Autrement dit, l’activité d’interférence de l’industrie du tabac à l’égard de la santé publique doit être comprise dans un sens plus large. Non seulement, les fabricants cherchent a priori à influencer la réglementation dans un sens favorable à leurs intérêts, mais n’hésitent pas a posteriori à sortir du cadre de la légalité pour maintenir et diffuser l’épidémie tabagique.

Ce recours permanent à l’illégalité est une caractéristique de l’industrie du tabac, et dont la raison est connue : compte tenu de la faible valeur dissuasive des condamnations prononcées, il est plus profitable pour l’industrie du tabac d’enfreindre la loi, d’être poursuivie et condamnée, que de respecter une réglementation contraignante et protectrice, en tournant le dos au marché stratégique que représentent les adolescents.

Face à ces pratiques d’interférence et d’affaiblissement, quelles réponses apporter pour garantir l’indépendance et la pleine effectivité des mesures de santé publique, et assurer ainsi la protection des jeunes générations ?

Intervenants :

  • Xavier Elharrar, Pneumologue qui a particulièrement travaillé sur la question de l’interdiction de vente aux mineurs
  • Hugo Lévy, Avocat à la Cour
  • Christophe Pallez, Déontologue de l’Assemblée nationale

Vous trouverez ci-dessous la liste des initiatives sélectionnées dans le cadre des prix 5.3 2022. Les prix 5.3 comportent deux grandes catégories : les prix positifs, récompensant les initiatives qui ont contribué à lutter contre l’interférence de l’industrie du tabac, et les prix négatifs, pointant du doigt les pires initiatives en matière d’ingérence.

Pour les prix positifs :

  • Le 5.3 de l’indépendance : récompense une personne physique ou morale s’étant distinguée par ses bonnes pratiques en matière de lutte contre l’ingérence de l’industrie du tabac.
  • Le 5.3 de l’initiative politique et juridique : récompense l’auteur d’un amendement, d’un projet ou d’une proposition de loi, mais également un défenseur du droit à la santé à travers la lutte contre le tabagisme.
  • Le 5.3 de l’information : récompense un journaliste, un média, un lanceur d’alerte.
  • Le Grand 5.3 : récompense le vainqueur de toutes ces catégories et sera remis par Michel Cymès.

 Pour les prix négatifs :

  • Le Mégot de l’ingérence : distingue à la fois les pires pratiques d’ingérence en France de la part de l’industrie du tabac, mais également des acteurs qui lui sont associés.
  • Le Mégot de la langue de bois : distingue les pires pratiques en matière de désinformation en particulier celles relatives aux enjeux de Responsabilité sociale et de greenwashing.
  • Le Mégot du hors-la-loi : distingue les pires contournements réglementaires.
  • Le Mégot d’Or : distingue le grand vainqueur de toutes ces catégories et sera remis par Michel Cymès.

Les nominés pour les prix positifs :

Le 5.3 de l’indépendance
  • Anaïs Widiez – Conseillère Régionale Auvergne Rhône-Alpes du groupe écologiste

Le 22 septembre 2022, la Commission Sécurité du Conseil régional Auvergne Rhône-Alpes a auditionné Daniel Buquel, chef du service Prévention du commerce illicite de Philip Morris France (PMF).

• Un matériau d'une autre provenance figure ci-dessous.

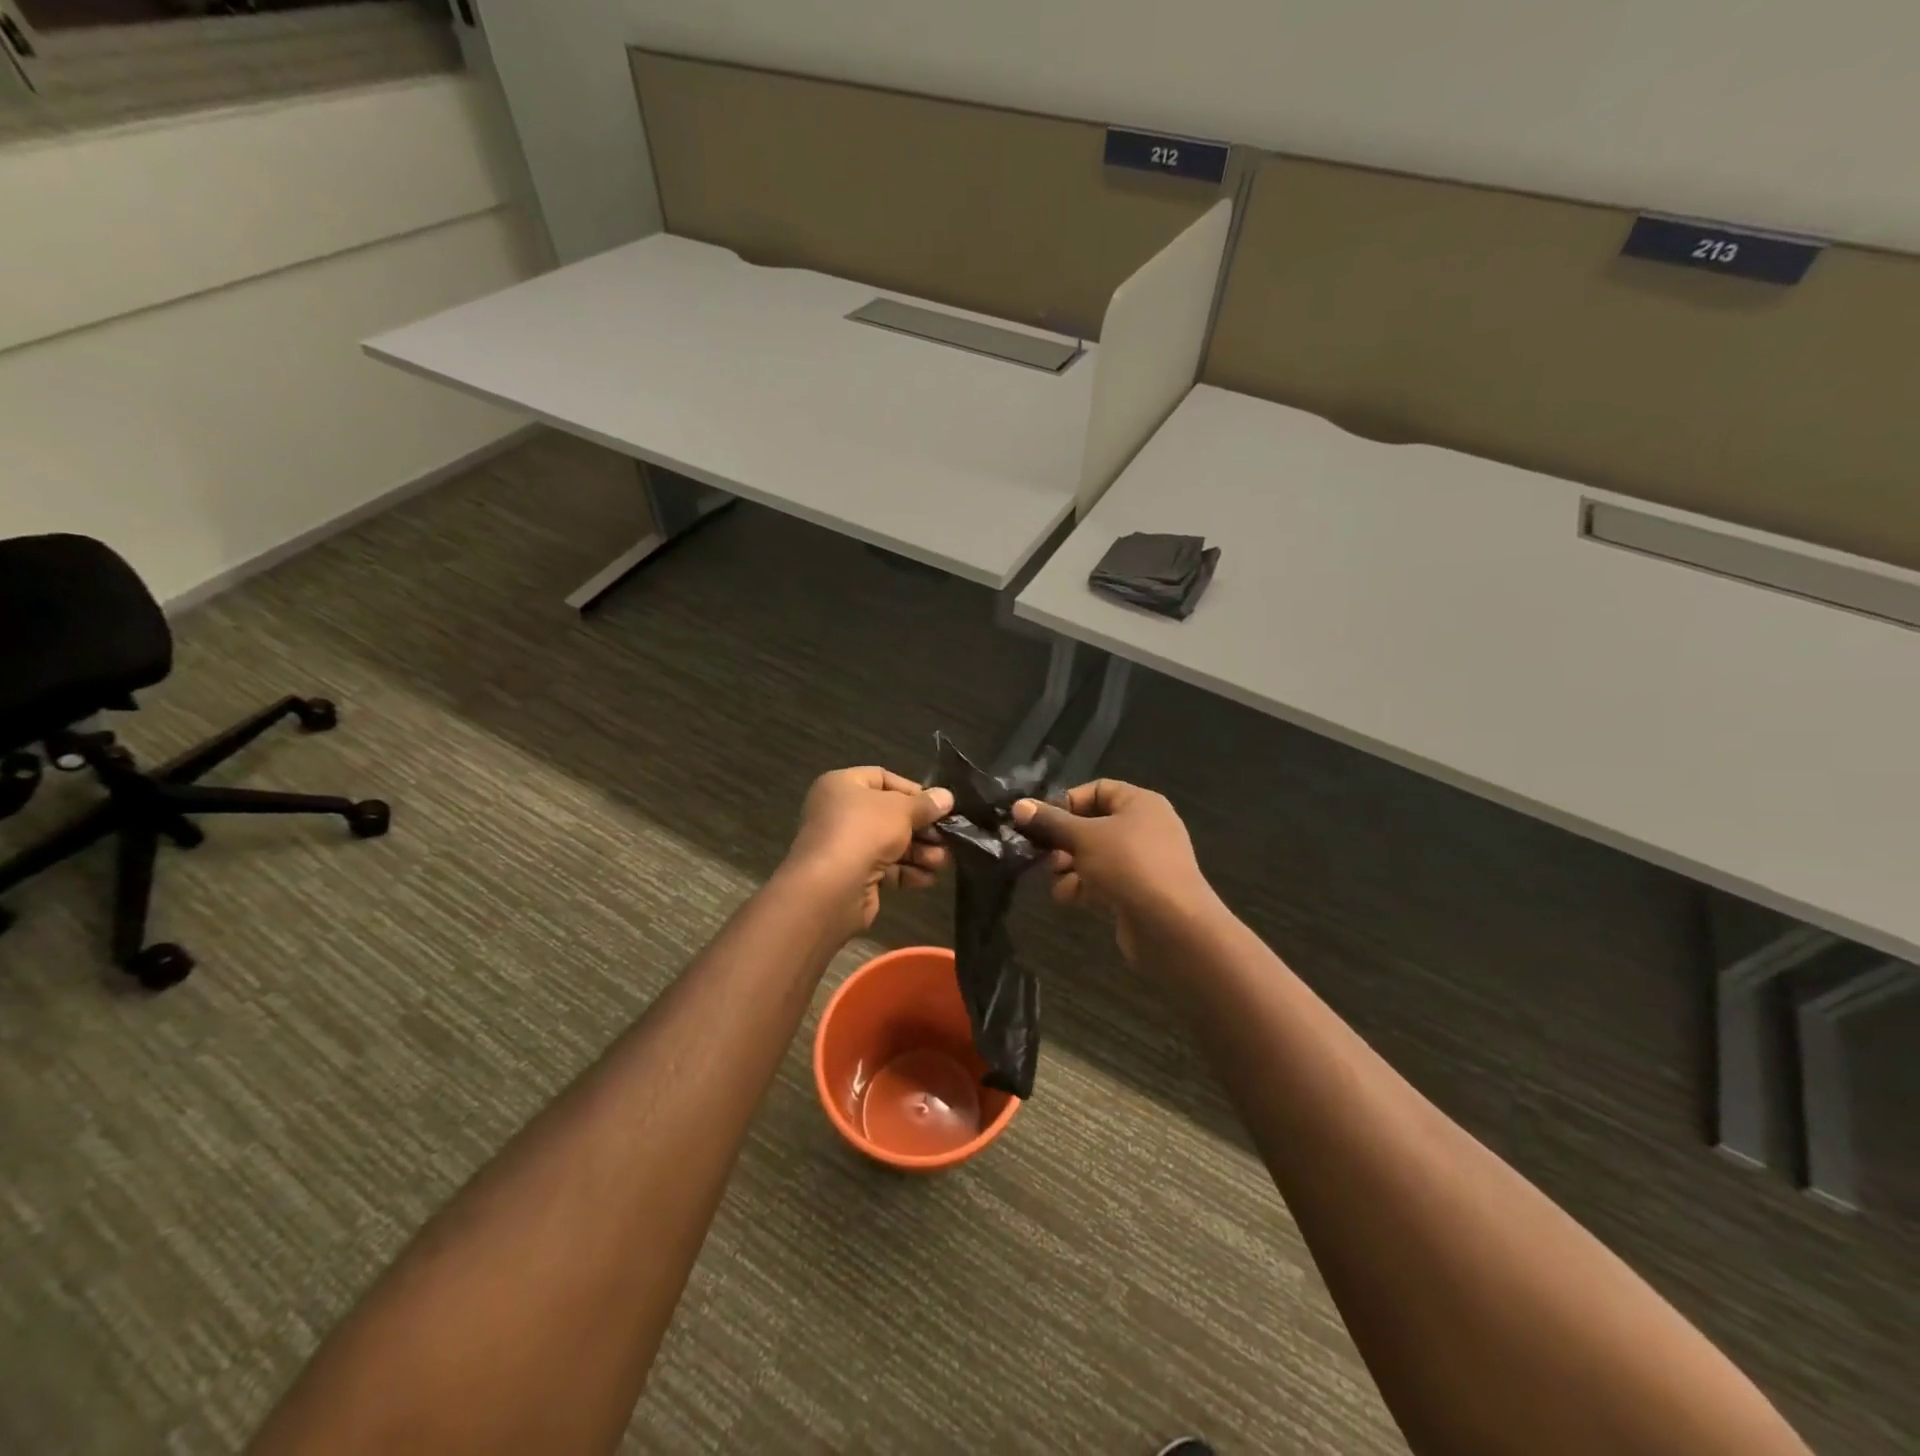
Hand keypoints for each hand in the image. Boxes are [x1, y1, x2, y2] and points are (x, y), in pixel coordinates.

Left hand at [786, 767, 953, 932]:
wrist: (830, 888)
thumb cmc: (864, 832)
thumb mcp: (901, 810)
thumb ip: (925, 804)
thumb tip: (946, 797)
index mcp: (842, 786)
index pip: (882, 778)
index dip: (912, 790)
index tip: (938, 805)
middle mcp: (840, 813)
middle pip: (890, 814)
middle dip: (922, 828)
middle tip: (947, 837)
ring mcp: (845, 846)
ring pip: (890, 843)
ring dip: (920, 852)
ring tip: (942, 861)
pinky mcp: (853, 875)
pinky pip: (885, 868)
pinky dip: (907, 872)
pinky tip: (928, 879)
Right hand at [1012, 780, 1217, 961]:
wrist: (1173, 927)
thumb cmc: (1129, 866)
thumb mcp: (1084, 838)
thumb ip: (1050, 822)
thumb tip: (1018, 805)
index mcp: (1140, 803)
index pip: (1097, 790)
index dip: (1067, 802)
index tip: (1041, 821)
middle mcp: (1145, 827)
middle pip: (1093, 825)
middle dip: (1064, 841)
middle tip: (1044, 854)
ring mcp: (1144, 862)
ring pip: (1095, 856)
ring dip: (1070, 866)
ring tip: (1057, 879)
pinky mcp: (1139, 892)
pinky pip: (1105, 880)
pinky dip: (1085, 886)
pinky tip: (1070, 898)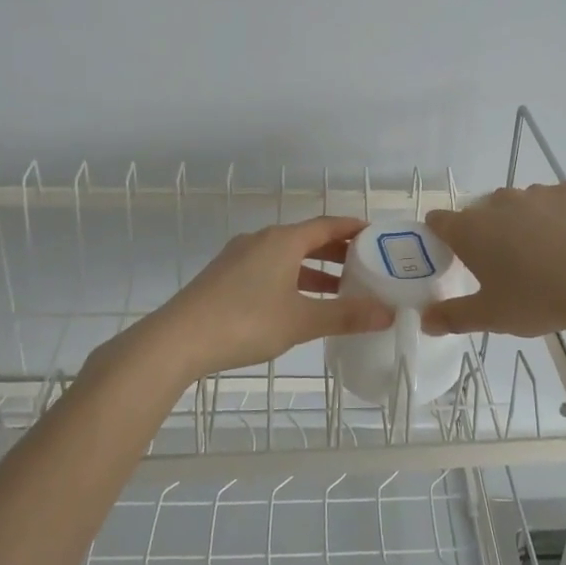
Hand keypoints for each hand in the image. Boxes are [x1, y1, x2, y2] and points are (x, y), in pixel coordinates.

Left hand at [139, 217, 394, 381]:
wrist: (178, 339)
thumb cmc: (246, 321)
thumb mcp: (301, 320)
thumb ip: (346, 315)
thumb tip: (387, 313)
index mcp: (283, 240)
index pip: (328, 225)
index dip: (353, 229)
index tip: (376, 236)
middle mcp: (262, 240)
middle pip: (307, 239)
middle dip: (336, 252)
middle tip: (364, 266)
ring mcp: (239, 257)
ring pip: (286, 256)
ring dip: (313, 269)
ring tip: (337, 290)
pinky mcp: (224, 276)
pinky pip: (268, 268)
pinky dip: (290, 278)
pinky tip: (296, 304)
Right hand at [420, 182, 565, 338]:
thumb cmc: (540, 299)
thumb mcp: (492, 317)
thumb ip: (453, 317)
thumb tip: (424, 321)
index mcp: (471, 230)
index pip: (440, 221)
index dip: (442, 236)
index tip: (454, 256)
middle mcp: (498, 202)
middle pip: (482, 212)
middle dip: (489, 233)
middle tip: (507, 267)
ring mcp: (537, 192)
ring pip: (520, 205)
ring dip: (524, 223)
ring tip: (547, 258)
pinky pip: (556, 202)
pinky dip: (559, 218)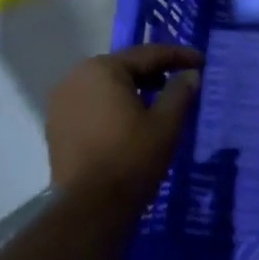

Le groupe écologiste, à travers Anaïs Widiez, a protesté contre cette audition, en la signalant notamment au Comité national contre le tabagisme, en rappelant qu’il existe “un conflit fondamental et irréconciliable entre les intérêts de l’industrie du tabac et ceux de la santé publique”, tout en soulignant le rôle du fabricant dans l’organisation et la facilitation de la contrebande. Malgré cette tentative, l’audition a été maintenue par la Commission Sécurité.

Cette nomination récompense le groupe écologiste et Anaïs Widiez pour avoir cherché à préserver l’indépendance du Conseil régional Auvergne Rhône-Alpes de l’influence de l’industrie du tabac.

Le 5.3 de l’initiative politique et juridique
  • Christophe Pallez – Déontologue de l’Assemblée nationale

Suite aux sollicitations du Comité national contre le tabagisme, Christophe Pallez a accepté d’inclure dans le nouveau Guide de Déontologie de l’Assemblée nationale un paragraphe spécifique dédié à la prise en compte de l’article 5.3 de la CCLAT dans les travaux de l’Assemblée nationale, ainsi que dans les relations entre les élus et les représentants de l’industrie du tabac. Ce document a été distribué à tous les parlementaires au début de leur mandat afin de les aider à adopter de bonnes pratiques, notamment face à la pression exercée par les groupes d’intérêts. Au-delà du rappel de la réglementation en matière de lobbying de l’industrie du tabac, Christophe Pallez rappelle dans le guide la spécificité de l’industrie du tabac, et formule des recommandations aux députés, en cohérence avec les principes de CCLAT.

Cette nomination récompense Christophe Pallez pour son souci de l’indépendance des pouvoirs publics à l’égard de l’influence des cigarettiers.

  • Pierre Cuny (Maire de Thionville) & Bertrand Ollivier (Maire de Joinville)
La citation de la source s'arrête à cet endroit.